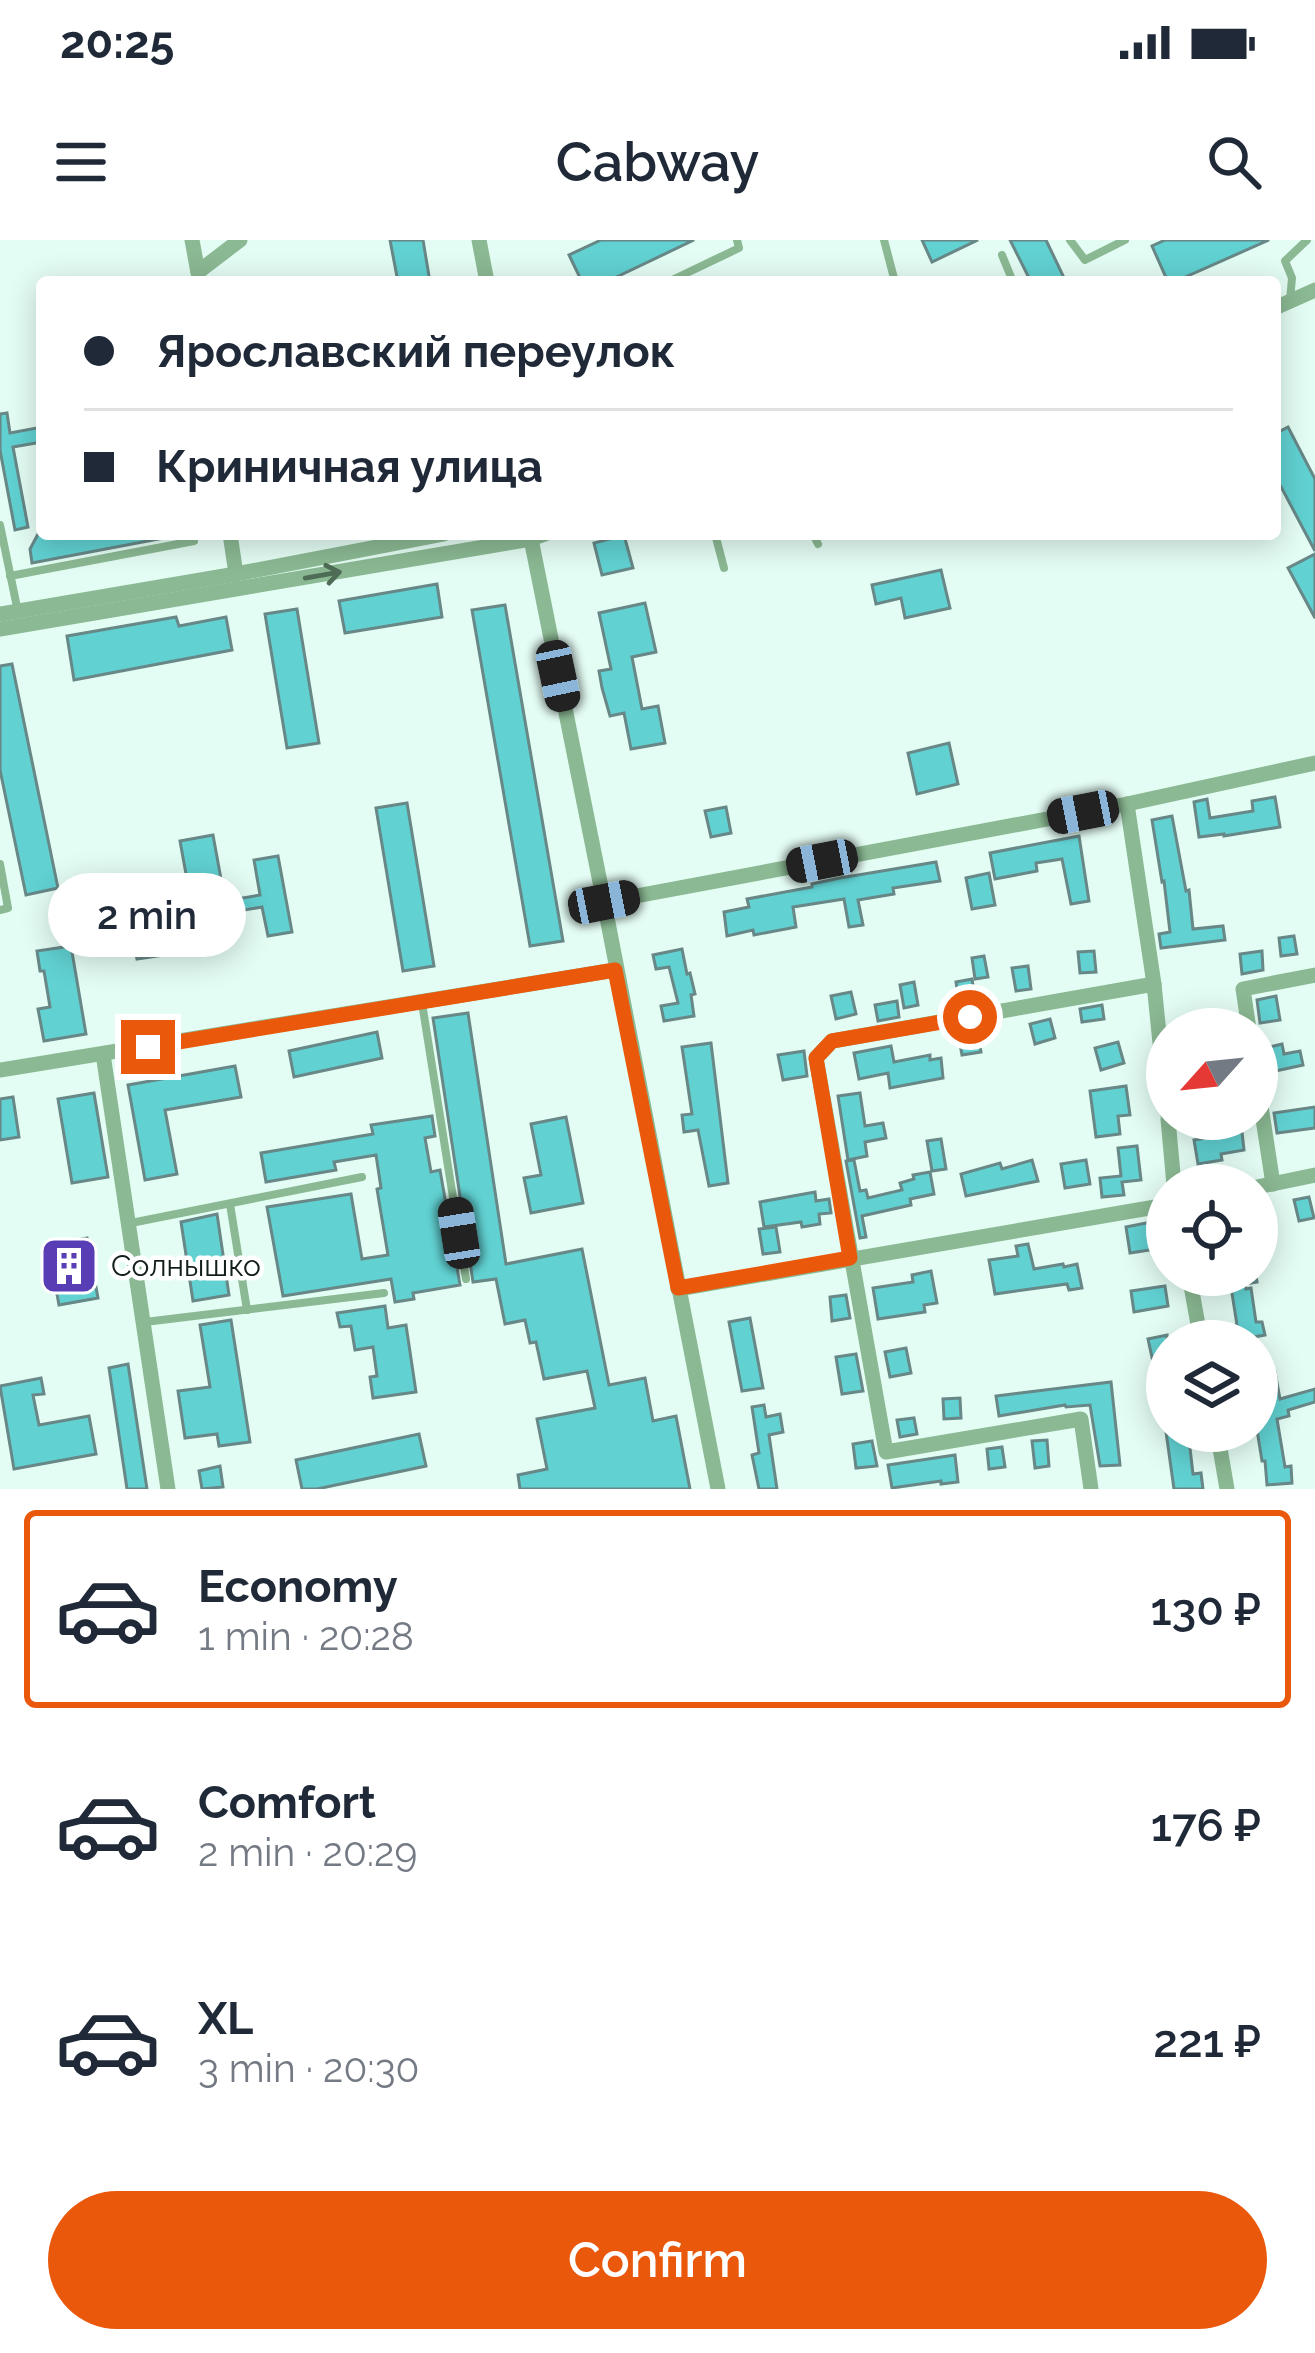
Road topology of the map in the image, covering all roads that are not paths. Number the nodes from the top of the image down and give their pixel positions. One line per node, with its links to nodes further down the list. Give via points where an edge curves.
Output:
1 (192, 240): 10 (street)
2 (240, 240): 11 (street)
3 (479, 240): 12 (street)
4 (737, 240): 13 (lane, via 739,248)
5 (884, 240): 14 (lane)
6 (1070, 240): 7 (lane, via 1084,260)
7 (1125, 240)
8 (1306, 240): 17 (lane, via 1285,261 1292,278)
9 (1002, 255): 15 (lane)
10 (198, 276)
11 (199, 276)
12 (486, 276)
13 (681, 276)
14 (894, 276)
15 (1011, 276)
16 (1315, 290): 17 (street)
17 (1282, 305)
18 (0, 525): 27 (lane)
19 (231, 540): 26 (street)
20 (413, 540): 26 (street)
21 (509, 540): 28 (street, one-way to 21)
22 (536, 540): 33 (street)
23 (717, 540): 25 (lane)
24 (194, 541): 27 (lane)
25 (724, 568)
26 (236, 574): 28 (street)
27 (10, 576): 28 (lane)
28 (13, 617): 29 (street)
29 (0, 629)
30 (1315, 763): 31 (street)
31 (1127, 804): 33 (street); 37 (street)
32 (0, 864): 34 (lane, via 8,908)
33 (604, 902): 35 (street)
34 (0, 910)
35 (615, 970): 38 (street); 51 (street)
36 (1315, 975): 40 (street, via 1243,989)
37 (1154, 984): 39 (street); 49 (street, via 832,1041 816,1058)
38 (422, 1002): 41 (street); 50 (lane)
39 (1156, 1008)
40 (1246, 1008)
41 (103, 1054): 42 (street); 48 (street)
42 (0, 1070)
43 (1315, 1175): 45 (street)
44 (362, 1177): 46 (lane)
45 (1278, 1183)
46 (230, 1204): 48 (lane); 53 (lane)
47 (1146, 1209): 49 (street)
48 (129, 1224): 54 (street)
49 (850, 1258): 51 (street); 58 (street, via 886,1452 1081,1419)
50 (466, 1280)
51 (678, 1288): 57 (street)
52 (385, 1293): 53 (lane)
53 (248, 1310): 54 (lane)
54 (144, 1322): 56 (street)
55 (1220, 1452): 59 (street)
56 (169, 1489)
57 (718, 1489)
58 (1091, 1489)
59 (1227, 1489)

◆ **Task to carry out**: If an entry above contains a picture, leave that picture out and copy everything else exactly.

◆ **Result of this exercise**:
Road topology of the map in the image, covering all roads that are not paths. Number the nodes from the top of the image down and give their pixel positions. One line per node, with its links to nodes further down the list. Give via points where an edge curves.
Output:
1 (192, 240): 10 (street)
2 (240, 240): 11 (street)
3 (479, 240): 12 (street)
4 (737, 240): 13 (lane, via 739,248)
5 (884, 240): 14 (lane)
6 (1070, 240): 7 (lane, via 1084,260)
7 (1125, 240)
8 (1306, 240): 17 (lane, via 1285,261 1292,278)
9 (1002, 255): 15 (lane)
10 (198, 276)
11 (199, 276)
12 (486, 276)
13 (681, 276)
14 (894, 276)
15 (1011, 276)
16 (1315, 290): 17 (street)
17 (1282, 305)
18 (0, 525): 27 (lane)
19 (231, 540): 26 (street)
20 (413, 540): 26 (street)
21 (509, 540): 28 (street, one-way to 21)
22 (536, 540): 33 (street)
23 (717, 540): 25 (lane)
24 (194, 541): 27 (lane)
25 (724, 568)
26 (236, 574): 28 (street)
27 (10, 576): 28 (lane)
28 (13, 617): 29 (street)
29 (0, 629)
30 (1315, 763): 31 (street)
31 (1127, 804): 33 (street); 37 (street)
32 (0, 864): 34 (lane, via 8,908)
33 (604, 902): 35 (street)
34 (0, 910)
35 (615, 970): 38 (street); 51 (street)
36 (1315, 975): 40 (street, via 1243,989)
37 (1154, 984): 39 (street); 49 (street, via 832,1041 816,1058)
38 (422, 1002): 41 (street); 50 (lane)
39 (1156, 1008)
40 (1246, 1008)
41 (103, 1054): 42 (street); 48 (street)
42 (0, 1070)
43 (1315, 1175): 45 (street)
44 (362, 1177): 46 (lane)
45 (1278, 1183)
46 (230, 1204): 48 (lane); 53 (lane)
47 (1146, 1209): 49 (street)
48 (129, 1224): 54 (street)
49 (850, 1258): 51 (street); 58 (street, via 886,1452 1081,1419)
50 (466, 1280)
51 (678, 1288): 57 (street)
52 (385, 1293): 53 (lane)
53 (248, 1310): 54 (lane)
54 (144, 1322): 56 (street)
55 (1220, 1452): 59 (street)
56 (169, 1489)
57 (718, 1489)
58 (1091, 1489)
59 (1227, 1489)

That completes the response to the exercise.